BEGIN Data shown

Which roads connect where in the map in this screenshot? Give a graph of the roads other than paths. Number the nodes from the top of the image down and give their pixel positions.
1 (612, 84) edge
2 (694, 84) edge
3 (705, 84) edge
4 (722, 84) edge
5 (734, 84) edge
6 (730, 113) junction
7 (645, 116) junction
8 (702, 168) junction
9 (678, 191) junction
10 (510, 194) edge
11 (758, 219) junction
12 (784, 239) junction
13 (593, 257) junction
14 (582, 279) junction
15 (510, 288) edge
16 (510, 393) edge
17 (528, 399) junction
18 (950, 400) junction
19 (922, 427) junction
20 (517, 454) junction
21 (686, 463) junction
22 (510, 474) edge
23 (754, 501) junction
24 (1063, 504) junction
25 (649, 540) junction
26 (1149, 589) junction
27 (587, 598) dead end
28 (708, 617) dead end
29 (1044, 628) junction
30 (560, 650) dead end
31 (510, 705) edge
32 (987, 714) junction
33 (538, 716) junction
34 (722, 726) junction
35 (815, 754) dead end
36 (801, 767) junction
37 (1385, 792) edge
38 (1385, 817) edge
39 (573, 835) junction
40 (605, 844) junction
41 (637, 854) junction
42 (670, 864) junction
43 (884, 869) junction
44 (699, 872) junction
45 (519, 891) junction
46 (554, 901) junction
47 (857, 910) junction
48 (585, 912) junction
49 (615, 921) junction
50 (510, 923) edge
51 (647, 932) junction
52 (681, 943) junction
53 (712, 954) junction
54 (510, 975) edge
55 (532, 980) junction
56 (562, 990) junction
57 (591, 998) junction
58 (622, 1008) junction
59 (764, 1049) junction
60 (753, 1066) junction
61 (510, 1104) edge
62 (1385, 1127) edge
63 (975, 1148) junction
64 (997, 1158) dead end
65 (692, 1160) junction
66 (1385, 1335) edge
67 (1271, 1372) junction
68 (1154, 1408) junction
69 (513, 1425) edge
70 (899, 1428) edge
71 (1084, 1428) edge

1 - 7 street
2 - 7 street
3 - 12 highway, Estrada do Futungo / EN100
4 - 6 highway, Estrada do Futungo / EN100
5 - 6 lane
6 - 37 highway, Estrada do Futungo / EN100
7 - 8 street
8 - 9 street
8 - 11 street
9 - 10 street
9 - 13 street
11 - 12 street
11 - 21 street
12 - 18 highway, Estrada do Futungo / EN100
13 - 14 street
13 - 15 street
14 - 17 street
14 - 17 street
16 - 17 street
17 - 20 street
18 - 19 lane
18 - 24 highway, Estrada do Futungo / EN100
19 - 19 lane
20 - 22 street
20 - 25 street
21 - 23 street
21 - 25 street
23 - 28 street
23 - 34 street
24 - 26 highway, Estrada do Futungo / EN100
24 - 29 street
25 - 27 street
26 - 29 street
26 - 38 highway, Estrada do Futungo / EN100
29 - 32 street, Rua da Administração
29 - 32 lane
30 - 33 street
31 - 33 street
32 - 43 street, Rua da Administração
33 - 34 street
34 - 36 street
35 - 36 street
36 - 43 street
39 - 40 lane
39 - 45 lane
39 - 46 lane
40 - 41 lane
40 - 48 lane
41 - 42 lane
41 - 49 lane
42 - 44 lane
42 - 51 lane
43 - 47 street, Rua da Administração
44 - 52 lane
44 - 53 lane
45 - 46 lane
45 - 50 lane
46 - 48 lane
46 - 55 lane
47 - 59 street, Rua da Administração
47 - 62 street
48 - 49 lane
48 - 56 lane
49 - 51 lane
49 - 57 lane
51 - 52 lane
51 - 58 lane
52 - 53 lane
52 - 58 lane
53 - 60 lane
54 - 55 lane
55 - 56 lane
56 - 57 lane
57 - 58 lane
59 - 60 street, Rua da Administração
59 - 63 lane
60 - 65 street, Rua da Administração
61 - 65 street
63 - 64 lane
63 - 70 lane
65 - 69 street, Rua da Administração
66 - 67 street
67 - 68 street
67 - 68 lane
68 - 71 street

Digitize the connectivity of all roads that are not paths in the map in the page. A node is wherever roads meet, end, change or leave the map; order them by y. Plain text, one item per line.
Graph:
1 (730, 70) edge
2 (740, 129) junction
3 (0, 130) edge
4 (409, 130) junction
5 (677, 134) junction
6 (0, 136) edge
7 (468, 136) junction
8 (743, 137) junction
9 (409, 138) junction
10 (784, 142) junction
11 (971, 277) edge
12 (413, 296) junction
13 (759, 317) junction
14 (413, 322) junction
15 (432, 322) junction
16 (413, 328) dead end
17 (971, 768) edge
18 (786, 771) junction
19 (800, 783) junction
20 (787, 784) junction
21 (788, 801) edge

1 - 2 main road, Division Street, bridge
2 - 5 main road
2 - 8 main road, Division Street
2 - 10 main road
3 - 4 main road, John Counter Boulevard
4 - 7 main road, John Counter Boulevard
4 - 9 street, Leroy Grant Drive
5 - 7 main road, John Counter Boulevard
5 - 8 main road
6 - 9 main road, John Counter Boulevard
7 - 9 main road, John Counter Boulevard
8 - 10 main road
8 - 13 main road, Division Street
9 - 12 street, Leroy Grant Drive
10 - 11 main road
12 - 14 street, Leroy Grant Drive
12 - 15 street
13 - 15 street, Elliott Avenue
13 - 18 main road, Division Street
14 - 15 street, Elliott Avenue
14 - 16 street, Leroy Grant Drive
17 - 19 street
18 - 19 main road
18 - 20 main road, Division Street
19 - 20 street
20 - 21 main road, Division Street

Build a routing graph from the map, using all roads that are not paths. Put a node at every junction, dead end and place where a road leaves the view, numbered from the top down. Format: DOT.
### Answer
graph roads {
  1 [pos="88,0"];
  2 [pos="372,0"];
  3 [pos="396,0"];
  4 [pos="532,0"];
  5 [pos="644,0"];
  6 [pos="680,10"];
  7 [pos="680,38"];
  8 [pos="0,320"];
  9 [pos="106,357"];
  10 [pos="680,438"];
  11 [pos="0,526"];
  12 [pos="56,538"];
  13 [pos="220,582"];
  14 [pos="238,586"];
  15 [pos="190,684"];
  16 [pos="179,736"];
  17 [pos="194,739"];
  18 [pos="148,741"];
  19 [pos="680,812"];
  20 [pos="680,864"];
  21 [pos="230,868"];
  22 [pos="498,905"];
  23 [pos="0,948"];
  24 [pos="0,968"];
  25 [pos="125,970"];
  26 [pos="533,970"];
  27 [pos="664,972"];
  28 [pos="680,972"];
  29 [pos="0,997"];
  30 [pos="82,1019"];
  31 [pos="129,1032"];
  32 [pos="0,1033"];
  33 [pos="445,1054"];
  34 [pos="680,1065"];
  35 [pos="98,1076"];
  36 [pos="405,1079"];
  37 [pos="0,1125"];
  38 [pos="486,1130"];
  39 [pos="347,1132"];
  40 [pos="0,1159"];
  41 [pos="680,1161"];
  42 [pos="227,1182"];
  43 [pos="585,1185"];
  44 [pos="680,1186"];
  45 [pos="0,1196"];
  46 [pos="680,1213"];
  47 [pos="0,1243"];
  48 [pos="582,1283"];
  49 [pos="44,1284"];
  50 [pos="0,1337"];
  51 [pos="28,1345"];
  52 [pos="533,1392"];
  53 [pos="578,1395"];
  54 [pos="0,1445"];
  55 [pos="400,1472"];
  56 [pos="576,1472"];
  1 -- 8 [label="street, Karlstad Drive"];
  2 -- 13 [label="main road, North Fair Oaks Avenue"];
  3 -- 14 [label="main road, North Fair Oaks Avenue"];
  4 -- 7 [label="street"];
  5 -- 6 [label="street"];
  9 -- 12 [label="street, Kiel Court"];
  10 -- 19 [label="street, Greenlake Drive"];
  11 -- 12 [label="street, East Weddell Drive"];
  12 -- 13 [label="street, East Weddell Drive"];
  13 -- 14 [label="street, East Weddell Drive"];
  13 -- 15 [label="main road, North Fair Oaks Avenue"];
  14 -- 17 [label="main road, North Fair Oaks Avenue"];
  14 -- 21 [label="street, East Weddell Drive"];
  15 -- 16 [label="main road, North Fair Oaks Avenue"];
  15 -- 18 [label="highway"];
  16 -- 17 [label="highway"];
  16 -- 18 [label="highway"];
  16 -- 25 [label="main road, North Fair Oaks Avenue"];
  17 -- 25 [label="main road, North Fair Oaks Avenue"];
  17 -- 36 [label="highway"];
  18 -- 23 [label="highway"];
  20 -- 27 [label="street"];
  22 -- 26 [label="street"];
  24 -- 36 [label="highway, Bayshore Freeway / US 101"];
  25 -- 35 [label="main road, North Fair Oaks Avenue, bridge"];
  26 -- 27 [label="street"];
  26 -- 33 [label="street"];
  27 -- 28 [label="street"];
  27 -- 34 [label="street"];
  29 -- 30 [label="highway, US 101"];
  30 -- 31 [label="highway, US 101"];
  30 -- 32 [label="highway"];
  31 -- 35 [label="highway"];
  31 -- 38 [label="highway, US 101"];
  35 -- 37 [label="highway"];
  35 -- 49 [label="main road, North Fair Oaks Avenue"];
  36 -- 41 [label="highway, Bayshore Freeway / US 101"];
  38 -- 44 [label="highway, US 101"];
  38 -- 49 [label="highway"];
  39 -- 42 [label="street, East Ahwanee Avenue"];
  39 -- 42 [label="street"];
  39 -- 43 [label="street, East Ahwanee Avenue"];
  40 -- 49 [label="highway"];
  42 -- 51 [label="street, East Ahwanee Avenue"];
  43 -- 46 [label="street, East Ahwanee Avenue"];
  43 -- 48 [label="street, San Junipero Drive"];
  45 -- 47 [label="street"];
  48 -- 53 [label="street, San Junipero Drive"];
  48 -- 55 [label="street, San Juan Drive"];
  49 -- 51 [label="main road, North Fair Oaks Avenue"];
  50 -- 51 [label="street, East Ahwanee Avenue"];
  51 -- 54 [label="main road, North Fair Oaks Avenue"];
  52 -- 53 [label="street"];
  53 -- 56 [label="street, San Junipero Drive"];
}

END Data shown

Problem statement: Give the number of lines in the records where the word "East" shows up. Nothing else belongs in the reply.

Result: 9